BEGIN Available data

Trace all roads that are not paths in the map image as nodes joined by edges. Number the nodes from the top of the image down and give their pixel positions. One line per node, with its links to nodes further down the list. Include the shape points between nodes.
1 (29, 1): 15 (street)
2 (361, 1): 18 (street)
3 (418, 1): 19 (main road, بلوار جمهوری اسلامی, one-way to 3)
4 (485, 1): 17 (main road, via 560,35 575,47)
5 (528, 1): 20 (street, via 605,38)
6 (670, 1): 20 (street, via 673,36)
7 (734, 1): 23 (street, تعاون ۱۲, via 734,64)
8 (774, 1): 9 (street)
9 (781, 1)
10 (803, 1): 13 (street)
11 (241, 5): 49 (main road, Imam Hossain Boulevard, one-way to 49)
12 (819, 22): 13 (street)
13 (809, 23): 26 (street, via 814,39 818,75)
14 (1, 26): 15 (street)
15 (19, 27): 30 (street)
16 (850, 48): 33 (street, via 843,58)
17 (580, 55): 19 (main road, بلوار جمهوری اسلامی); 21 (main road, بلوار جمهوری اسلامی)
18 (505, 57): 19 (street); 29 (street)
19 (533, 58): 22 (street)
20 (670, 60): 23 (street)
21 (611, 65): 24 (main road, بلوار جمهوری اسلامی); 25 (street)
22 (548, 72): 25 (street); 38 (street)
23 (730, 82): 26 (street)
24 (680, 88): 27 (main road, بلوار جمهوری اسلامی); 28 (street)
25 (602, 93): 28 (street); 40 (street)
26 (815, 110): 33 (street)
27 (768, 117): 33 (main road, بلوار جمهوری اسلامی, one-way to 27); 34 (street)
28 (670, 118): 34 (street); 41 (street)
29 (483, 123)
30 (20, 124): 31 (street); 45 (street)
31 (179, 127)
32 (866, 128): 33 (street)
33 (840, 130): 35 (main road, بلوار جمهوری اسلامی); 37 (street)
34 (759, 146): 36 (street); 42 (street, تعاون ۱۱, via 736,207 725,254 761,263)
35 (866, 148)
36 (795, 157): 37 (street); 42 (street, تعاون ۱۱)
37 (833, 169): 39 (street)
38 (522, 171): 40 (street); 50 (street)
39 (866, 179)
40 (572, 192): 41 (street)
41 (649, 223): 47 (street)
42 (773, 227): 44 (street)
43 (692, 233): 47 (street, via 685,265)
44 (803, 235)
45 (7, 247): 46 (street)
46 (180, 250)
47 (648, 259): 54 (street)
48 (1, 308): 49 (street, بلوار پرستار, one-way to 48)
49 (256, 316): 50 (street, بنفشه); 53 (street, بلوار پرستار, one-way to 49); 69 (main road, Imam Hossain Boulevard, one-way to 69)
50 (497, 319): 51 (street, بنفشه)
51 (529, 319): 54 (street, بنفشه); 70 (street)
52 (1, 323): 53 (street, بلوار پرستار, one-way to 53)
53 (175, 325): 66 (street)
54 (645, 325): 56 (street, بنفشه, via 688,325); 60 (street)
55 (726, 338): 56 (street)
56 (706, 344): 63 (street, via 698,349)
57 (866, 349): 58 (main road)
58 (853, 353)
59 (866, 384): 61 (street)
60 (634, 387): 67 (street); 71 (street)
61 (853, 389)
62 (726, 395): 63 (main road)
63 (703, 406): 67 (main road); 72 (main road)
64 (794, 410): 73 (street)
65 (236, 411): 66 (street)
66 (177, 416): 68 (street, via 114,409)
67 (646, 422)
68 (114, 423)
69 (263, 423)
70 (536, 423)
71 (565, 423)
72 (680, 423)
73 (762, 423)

END Available data

- Task details:
All records above need to be set down again exactly as written.

- Reply to the task:
Trace all roads that are not paths in the map image as nodes joined by edges. Number the nodes from the top of the image down and give their pixel positions. One line per node, with its links to nodes further down the list. Include the shape points between nodes.
1 (29, 1): 15 (street)
2 (361, 1): 18 (street)
3 (418, 1): 19 (main road, بلوار جمهوری اسلامی, one-way to 3)
4 (485, 1): 17 (main road, via 560,35 575,47)
5 (528, 1): 20 (street, via 605,38)
6 (670, 1): 20 (street, via 673,36)
7 (734, 1): 23 (street, تعاون ۱۲, via 734,64)
8 (774, 1): 9 (street)
9 (781, 1)
10 (803, 1): 13 (street)
11 (241, 5): 49 (main road, Imam Hossain Boulevard, one-way to 49)
12 (819, 22): 13 (street)
13 (809, 23): 26 (street, via 814,39 818,75)
14 (1, 26): 15 (street)
15 (19, 27): 30 (street)
16 (850, 48): 33 (street, via 843,58)
17 (580, 55): 19 (main road, بلوار جمهوری اسلامی); 21 (main road, بلوار جمهوری اسلامی)
18 (505, 57): 19 (street); 29 (street)
19 (533, 58): 22 (street)
20 (670, 60): 23 (street)
21 (611, 65): 24 (main road, بلوار جمهوری اسلامی); 25 (street)
22 (548, 72): 25 (street); 38 (street)
23 (730, 82): 26 (street)
24 (680, 88): 27 (main road, بلوار جمهوری اسلامی); 28 (street)
25 (602, 93): 28 (street); 40 (street)
26 (815, 110): 33 (street)
27 (768, 117): 33 (main road, بلوار جمهوری اسلامی, one-way to 27); 34 (street)
28 (670, 118): 34 (street); 41 (street)
29 (483, 123)
30 (20, 124): 31 (street); 45 (street)
31 (179, 127)
32 (866, 128): 33 (street)
33 (840, 130): 35 (main road, بلوار جمهوری اسلامی); 37 (street)
34 (759, 146): 36 (street); 42 (street, تعاون ۱۱, via 736,207 725,254 761,263)
35 (866, 148)
36 (795, 157): 37 (street); 42 (street, تعاون ۱۱)
37 (833, 169): 39 (street)
38 (522, 171): 40 (street); 50 (street)
39 (866, 179)
40 (572, 192): 41 (street)
41 (649, 223): 47 (street)
42 (773, 227): 44 (street)
43 (692, 233): 47 (street, via 685,265)
44 (803, 235)
45 (7, 247): 46 (street)
46 (180, 250)
47 (648, 259): 54 (street)
48 (1, 308): 49 (street, بلوار پرستار, one-way to 48)
49 (256, 316): 50 (street, بنفشه); 53 (street, بلوار پرستار, one-way to 49); 69 (main road, Imam Hossain Boulevard, one-way to 69)
50 (497, 319): 51 (street, بنفشه)
51 (529, 319): 54 (street, بنفشه); 70 (street)
52 (1, 323): 53 (street, بلوار پرستار, one-way to 53)
53 (175, 325): 66 (street)
54 (645, 325): 56 (street, بنفشه, via 688,325); 60 (street)
55 (726, 338): 56 (street)
56 (706, 344): 63 (street, via 698,349)
57 (866, 349): 58 (main road)
58 (853, 353)
59 (866, 384): 61 (street)
60 (634, 387): 67 (street); 71 (street)
61 (853, 389)
62 (726, 395): 63 (main road)
63 (703, 406): 67 (main road); 72 (main road)
64 (794, 410): 73 (street)
65 (236, 411): 66 (street)
66 (177, 416): 68 (street, via 114,409)
67 (646, 422)
68 (114, 423)
69 (263, 423)
70 (536, 423)
71 (565, 423)
72 (680, 423)
73 (762, 423)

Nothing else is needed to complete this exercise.